3.1. Modifications in national legislation

20. In the last few years, the issue of systems of parliamentary immunities has been debated in the parliaments of several member States and sometimes led to amendments to national legislation or the national constitution. The debate is continuing in some of these countries and sometimes even features prominently in the news.
21. In Austria, an intensive debate was held over the past year on the abolition of Article 57.3 of the Federal Constitutional Law which entitled the parliament to decide whether a connection existed between the alleged offence and parliamentary duties. In the end, the wording of the article was retained, but two exceptions to the immunity – calumny and offences punishable under the Information Acts – were removed from the scope of the immunity.
22. In Bulgaria, the institute of parliamentary immunity has not been amended since 2006, when the opportunity for MPs to give written consent for the removal of their immunity was provided.
23. In Cyprus, in March 2016, an amendment was tabled to the relevant constitutional provision with the aim of defining more accurately and restrictively the scope of parliamentary immunity so as to protect members of parliament from criminal and civil liability only in relation to the exercise of their parliamentary functions, and more specifically for votes or opinions expressed. For other offences unrelated to parliamentary duties, members would be subjected to the same proceedings as ordinary citizens. The amendment is still under consideration.

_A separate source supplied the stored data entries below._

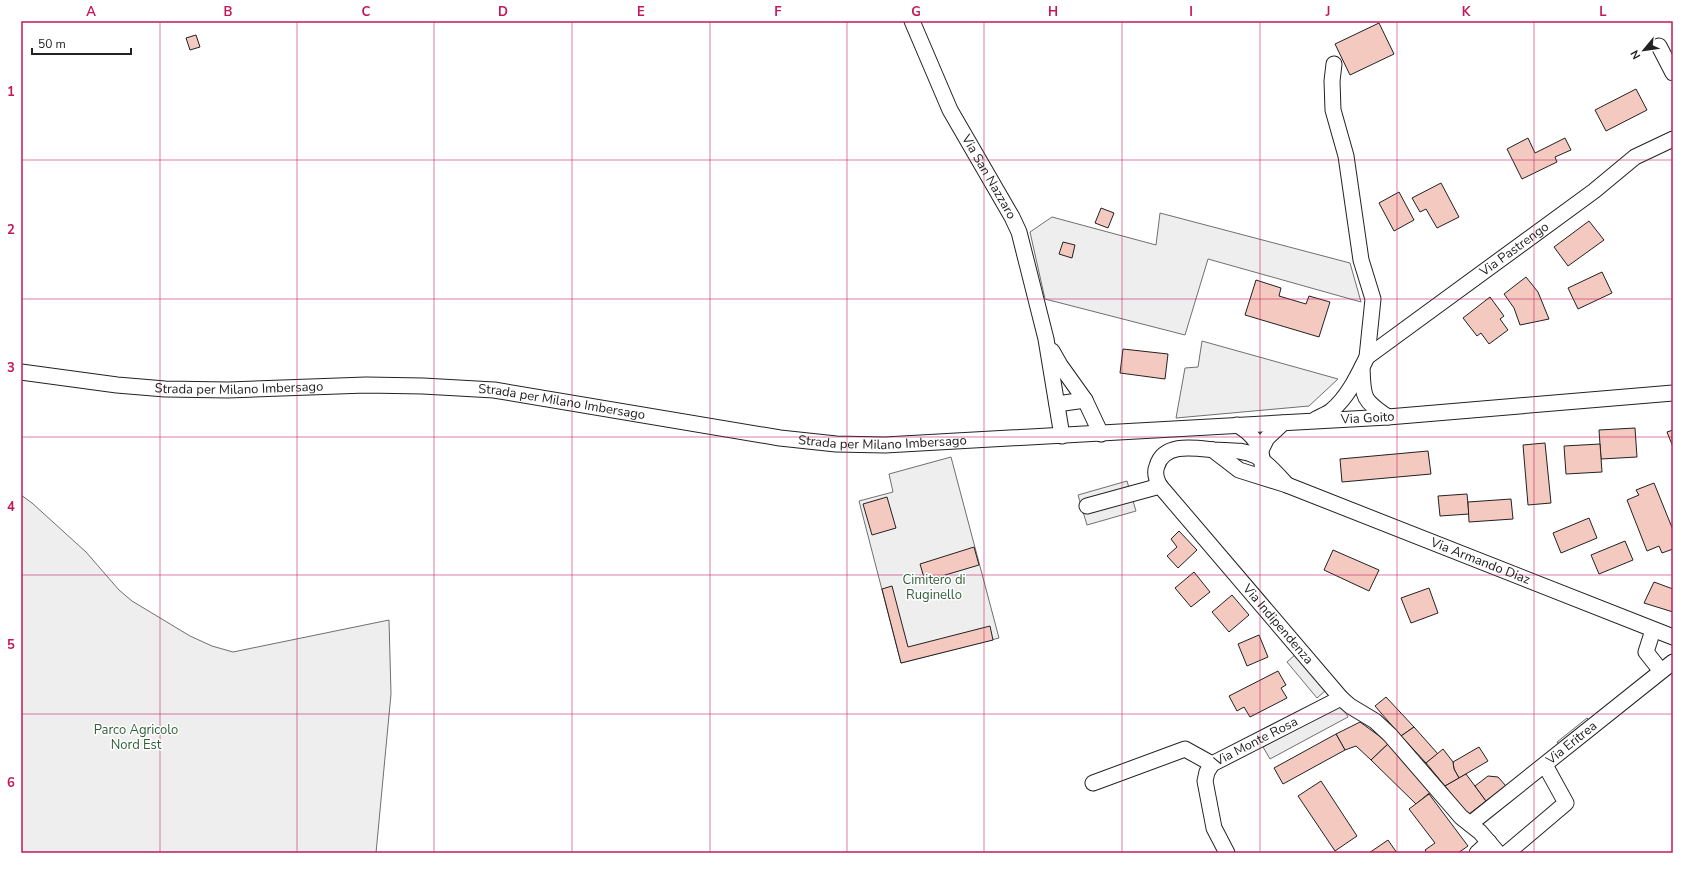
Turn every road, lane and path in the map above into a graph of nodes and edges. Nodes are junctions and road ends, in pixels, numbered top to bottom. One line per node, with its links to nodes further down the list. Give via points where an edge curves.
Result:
1 (912, 21): 6 (street, Via San Nazzaro, via 950,110 1019,232)
2 (1659, 46): 4 (street)
3 (1334, 64): 7 (street, via 1333,110 1346,156 1361,260 1373,299)
4 (1673, 73)
5 (1673, 139): 7 (street, Via Pastrengo, via 1635,157 1594,191)
6 (1046, 339): 10 (street, Via San Nazzaro, via 1060,365); 11 (street, Via San Nazzaro)
7 (1365, 361): 12 (street, via 1363,386 1366,398 1371,406); 13 (street, Via Pastrengo, via 1346,394 1333,410)
8 (21, 372): 18 (street, Strada per Milano Imbersago, via 165,389 423,386 494,390 780,438 836,444 885,445)
9 (1673, 393): 12 (street, Via Goito)
10 (1085, 400): 11 (street); 17 (street, Via San Nazzaro)
11 (1057, 404): 18 (street, Via San Nazzaro)
12 (1388, 417): 13 (street, Via Goito)
13 (1313, 421): 14 (street, Via Goito)
14 (1283, 423): 15 (street, Via Goito); 20 (street, via 1267,438)
15 (1237, 425): 16 (street, Via Goito); 20 (street, via 1251,435)
16 (1216, 426): 17 (street, Via Goito); 19 (street)
17 (1101, 434): 18 (street, Via Goito)
18 (1062, 436)
19 (1213, 450): 20 (street, Via Indipendenza, via 1229,449); 21 (street, Via Armando Diaz, via 1239,470); 23 (street, Via Indipendenza, via 1185,448 1172,450 1164,455 1157,463 1156,469 1156,478)
20 (1262, 455): 21 (street, via 1262,468); 22 (street, Via Armando Diaz)
21 (1256, 475): 22 (street, Via Armando Diaz)
22 (1287, 485): 25 (street, Via Armando Diaz)
23 (1160, 486): 24 (street); 29 (street, Via Indipendenza)
24 (1087, 506)
25 (1653, 630): 26 (street, Via Armando Diaz); 28 (street, via 1646,652)
26 (1673, 637)
27 (1673, 662): 28 (street, Via Eritrea)
28 (1661, 671): 31 (street, Via Eritrea)
29 (1341, 698): 30 (street, Via Monte Rosa); 33 (street, Via Indipendenza, via 1375,721 1390,735 1461,817)
30 (1212, 764): 32 (street, via 1185,750); 35 (street, Via Monte Rosa, via 1204,781 1214,828)
31 (1545, 765): 33 (street, Via Eritrea); 37 (street, via 1566,803)
32 (1093, 783)
33 (1470, 824): 34 (street, Via Indipendenza)
34 (1493, 848): 36 (street)
35 (1227, 853)
36 (1477, 853)
37 (1507, 853)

24. In Georgia, following the amendment to the Rules of Procedure of the Parliament adopted in 2012, a proposal to carry out investigations against a member of parliament shall be sent to the parliament by the Prosecutor General and not the Minister of Justice as had been the case earlier. Moreover, in 2014, an amendment to the Code of Criminal Procedure was passed deleting the provision making the institution of criminal proceedings against an MP conditional on the prior authorisation of parliament.

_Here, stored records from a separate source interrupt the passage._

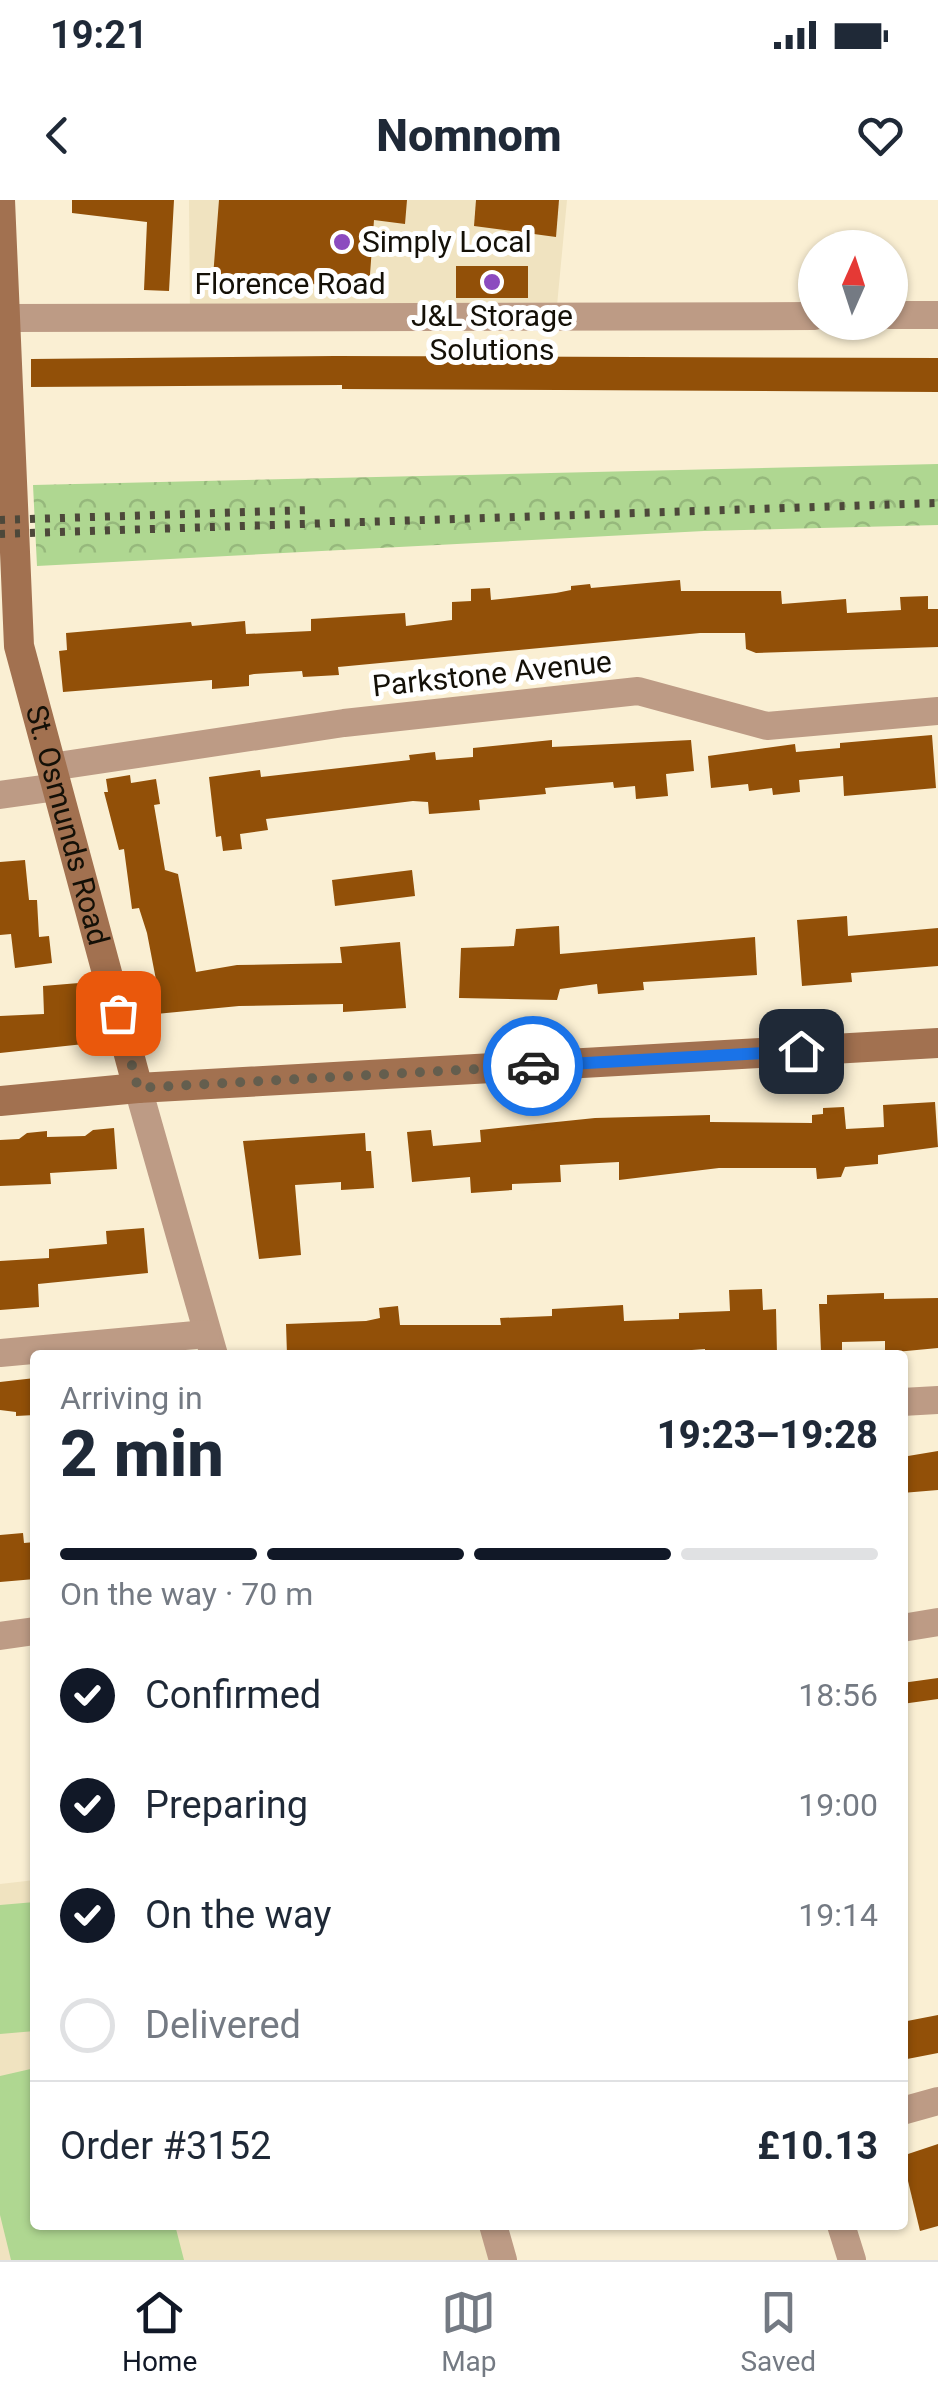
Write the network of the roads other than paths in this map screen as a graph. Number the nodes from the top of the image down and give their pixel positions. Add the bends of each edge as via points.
1 (0, 200) edge
2 (908, 315) edge
3 (938, 315) edge
4 (798, 316) edge
5 (6, 318) junction
6 (938, 711) edge
7 (54, 777) junction
8 (0, 795) edge
9 (938, 1044) edge
10 (138, 1088) junction
11 (0, 1101) edge
12 (210, 1345) edge
13 (79, 1350) edge
14 (30, 1352) edge
15 (0, 1353) edge
16 (938, 1400) edge
17 (908, 1402) edge
18 (938, 1622) edge
19 (908, 1627) edge
20 (30, 1632) edge
21 (0, 1636) edge
22 (938, 2101) edge
23 (908, 2109) edge
24 (501, 2230) edge
25 (843, 2230) edge
26 (503, 2260) edge
27 (852, 2260) edge

1 - 5 street, St. Osmunds Road
2 - 3 street
4 - 5 street, Florence Road
5 - 7 street, St. Osmunds Road via 18,646
6 - 7 street, Parkstone Avenue via 767,726 638,691 344,724
7 - 8 street, Parkstone Avenue
7 - 10 street, St. Osmunds Road
9 - 10 street
10 - 11 street
10 - 12 street, St. Osmunds Road
12 - 13 street
14 - 15 street
16 - 17 street
18 - 19 street
20 - 21 street
22 - 23 street
24 - 26 street
25 - 27 street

25. In Estonia, important changes to the immunity system were made in 2015. The following provisions were added to the Status of members of the Riigikogu Act: the explicit impossibility to invoke immunity in connection with acts that are not related to the exercise of the free mandate or in order to escape legal liability (Article 18.3), the possibility for a member to agree to be subjected to some procedures (Article 18.4), the suspension of the limitation period of the offence during a member’s mandate (Article 181), and the possibility for a member to be subjected to direct coercion insofar as this is inevitably necessary for fixing the fact of the offence (Article 182.1).
26. In Latvia, on 19 May 2016, the parliament amended the regime of parliamentary immunity aimed at repealing immunity without the parliament’s consent in the case of imposition of administrative penalties.
27. In the Republic of Moldova, since 2013 there have been several attempts to amend legislation with the aim of limiting the immunity of members of parliament. In 2013, a group of MPs submitted an initiative to amend Articles 70 and 71 of the Constitution. Amendments to Article 70 aimed to exclude immunity for MPs. In this context, the draft bill proposed the exclusion of the words “and immunities”, and the withdrawal of paragraph 3, according to which “an MP cannot be detained, arrested, searched, except in cases of flagrant crime, or prosecuted without consent of the Parliament, after the hearing of the member”. At the same time, the bill proposed to specify and define in Article 71, which states that “an MP cannot be prosecuted or held legally responsible for votes or opinions expressed in exercising an MP’s duty”, the methods of expression of opinions by inserting after the word “expressed” the word “publicly”. In 2014, this bill did not gain the necessary number of votes in parliament and the legislation remained unchanged. In April 2016, a new draft bill to amend Article 70 of the Constitution of the Republic of Moldova was registered.
28. In Poland, following an amendment introduced in 2015 to the Act on the Exercise of the Mandate of a Deputy or Senator, parliamentarians can now receive tickets for traffic offences and pay related fines.
29. In Romania, 
			(18) 
			It could be noted that,
in 2014, the Romanian political system was put to the test. Out
of 572 senators and deputies, 76 faced criminal charges which had
been declared incompatible or were in a situation involving a conflict
of interest. in 2015, clarifications were made to the waiving procedure and the possibility for a parliamentarian to be called as a witness was added.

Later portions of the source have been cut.